■ **Data shown**
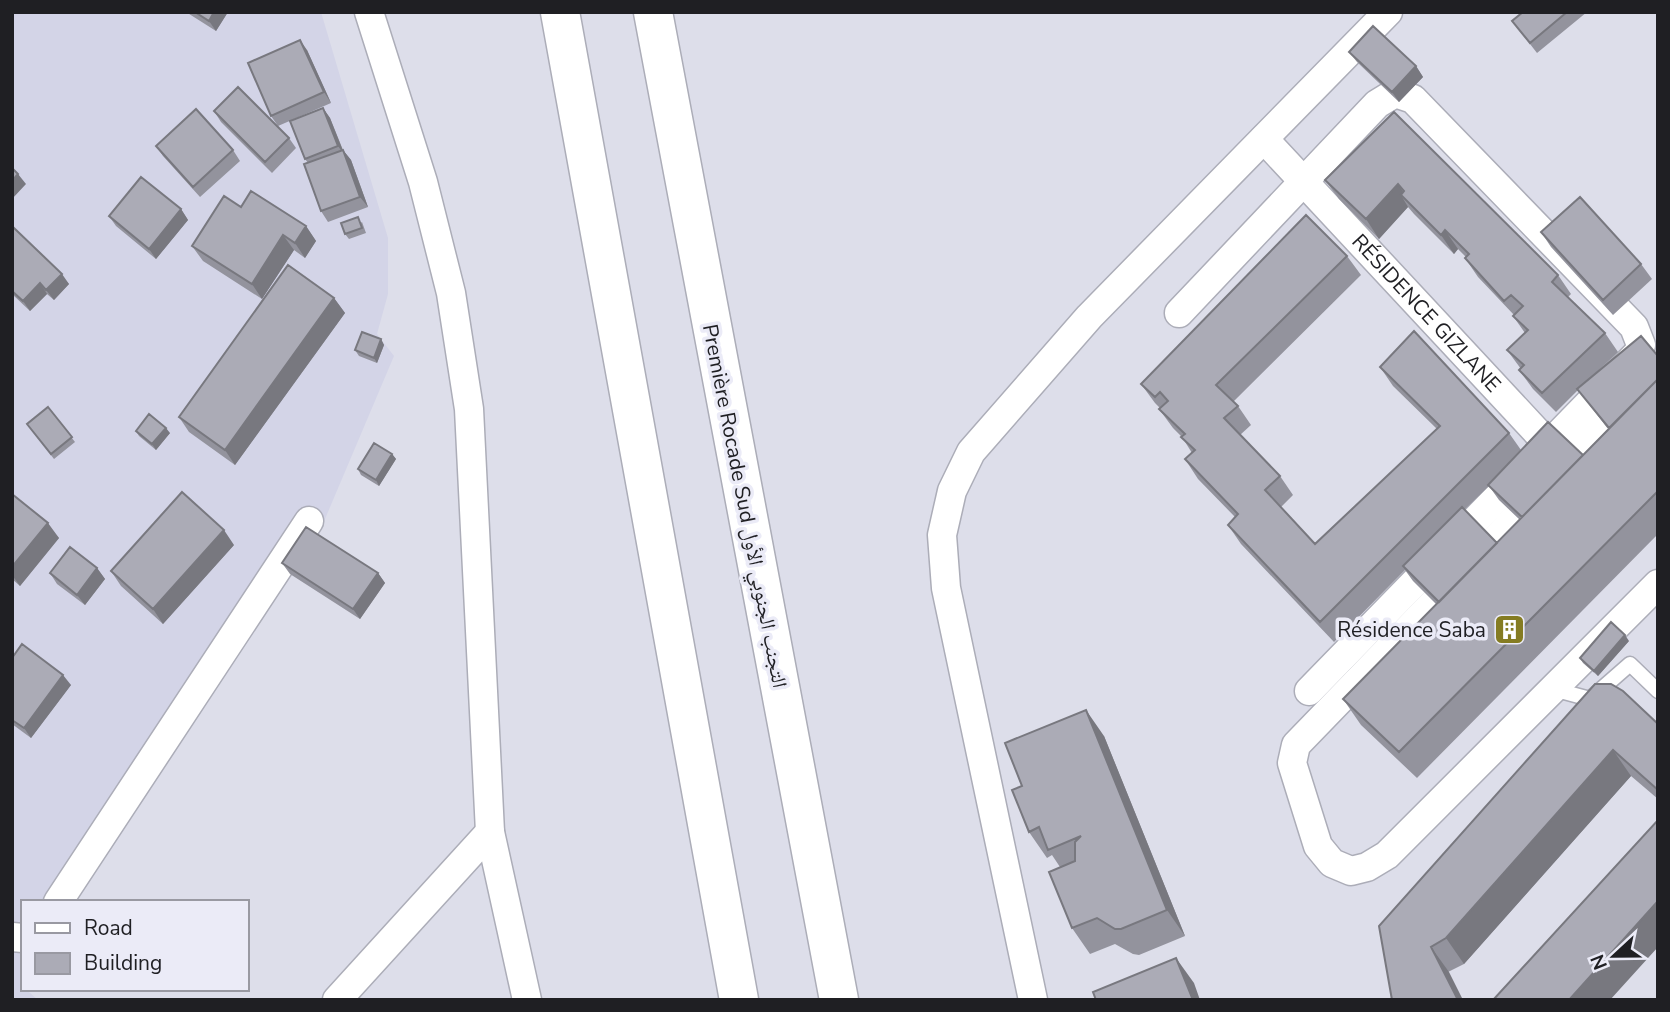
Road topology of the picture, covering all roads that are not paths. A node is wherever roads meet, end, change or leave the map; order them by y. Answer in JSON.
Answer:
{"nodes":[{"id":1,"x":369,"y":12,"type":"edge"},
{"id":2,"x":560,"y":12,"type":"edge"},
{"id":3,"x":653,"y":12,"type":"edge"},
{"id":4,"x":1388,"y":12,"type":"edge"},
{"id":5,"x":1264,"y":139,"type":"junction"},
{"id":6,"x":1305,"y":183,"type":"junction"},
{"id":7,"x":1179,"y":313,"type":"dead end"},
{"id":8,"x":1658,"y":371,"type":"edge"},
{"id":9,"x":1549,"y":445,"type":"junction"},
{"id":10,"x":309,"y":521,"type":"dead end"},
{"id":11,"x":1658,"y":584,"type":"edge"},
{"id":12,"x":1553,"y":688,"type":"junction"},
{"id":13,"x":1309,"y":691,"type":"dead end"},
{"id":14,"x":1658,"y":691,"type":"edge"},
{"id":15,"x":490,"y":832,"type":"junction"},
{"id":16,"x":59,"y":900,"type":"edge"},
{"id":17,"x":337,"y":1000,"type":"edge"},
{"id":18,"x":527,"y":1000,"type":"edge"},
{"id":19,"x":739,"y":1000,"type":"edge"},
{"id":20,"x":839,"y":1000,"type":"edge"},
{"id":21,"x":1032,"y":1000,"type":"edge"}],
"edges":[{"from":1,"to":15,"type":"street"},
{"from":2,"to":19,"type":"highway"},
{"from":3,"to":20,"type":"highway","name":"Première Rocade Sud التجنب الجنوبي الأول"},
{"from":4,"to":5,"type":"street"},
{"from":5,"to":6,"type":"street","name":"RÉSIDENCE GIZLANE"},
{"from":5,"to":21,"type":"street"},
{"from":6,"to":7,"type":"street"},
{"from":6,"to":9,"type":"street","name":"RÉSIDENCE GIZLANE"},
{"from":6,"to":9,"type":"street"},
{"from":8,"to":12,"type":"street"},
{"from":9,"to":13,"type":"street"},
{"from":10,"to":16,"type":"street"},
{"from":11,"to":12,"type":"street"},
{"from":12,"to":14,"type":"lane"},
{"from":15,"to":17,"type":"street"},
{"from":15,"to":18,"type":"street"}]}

■ **Goal of the exercise**
Without including any pictures, reproduce the listing exactly.

■ **Result**
Road topology of the picture, covering all roads that are not paths. A node is wherever roads meet, end, change or leave the map; order them by y. Answer in JSON.
Answer:
{"nodes":[{"id":1,"x":369,"y":12,"type":"edge"},
{"id":2,"x":560,"y":12,"type":"edge"},
{"id":3,"x":653,"y":12,"type":"edge"},
{"id":4,"x":1388,"y":12,"type":"edge"},
{"id":5,"x":1264,"y":139,"type":"junction"},
{"id":6,"x":1305,"y":183,"type":"junction"},
{"id":7,"x":1179,"y":313,"type":"dead end"},
{"id":8,"x":1658,"y":371,"type":"edge"},
{"id":9,"x":1549,"y":445,"type":"junction"},
{"id":10,"x":309,"y":521,"type":"dead end"},
{"id":11,"x":1658,"y":584,"type":"edge"},
{"id":12,"x":1553,"y":688,"type":"junction"},
{"id":13,"x":1309,"y":691,"type":"dead end"},
{"id":14,"x":1658,"y":691,"type":"edge"},
{"id":15,"x":490,"y":832,"type":"junction"},
{"id":16,"x":59,"y":900,"type":"edge"},
{"id":17,"x":337,"y":1000,"type":"edge"},
{"id":18,"x":527,"y":1000,"type":"edge"},
{"id":19,"x":739,"y":1000,"type":"edge"},
{"id":20,"x":839,"y":1000,"type":"edge"},
{"id":21,"x":1032,"y":1000,"type":"edge"}],
"edges":[{"from":1,"to":15,"type":"street"},
{"from":2,"to":19,"type":"highway"},
{"from":3,"to":20,"type":"highway","name":"Première Rocade Sud التجنب الجنوبي الأول"},
{"from":4,"to":5,"type":"street"},
{"from":5,"to":6,"type":"street","name":"RÉSIDENCE GIZLANE"},
{"from":5,"to":21,"type":"street"},
{"from":6,"to":7,"type":"street"},
{"from":6,"to":9,"type":"street","name":"RÉSIDENCE GIZLANE"},
{"from":6,"to":9,"type":"street"},
{"from":8,"to":12,"type":"street"},
{"from":9,"to":13,"type":"street"},
{"from":10,"to":16,"type":"street"},
{"from":11,"to":12,"type":"street"},
{"from":12,"to":14,"type":"lane"},
{"from":15,"to":17,"type":"street"},
{"from":15,"to":18,"type":"street"}]}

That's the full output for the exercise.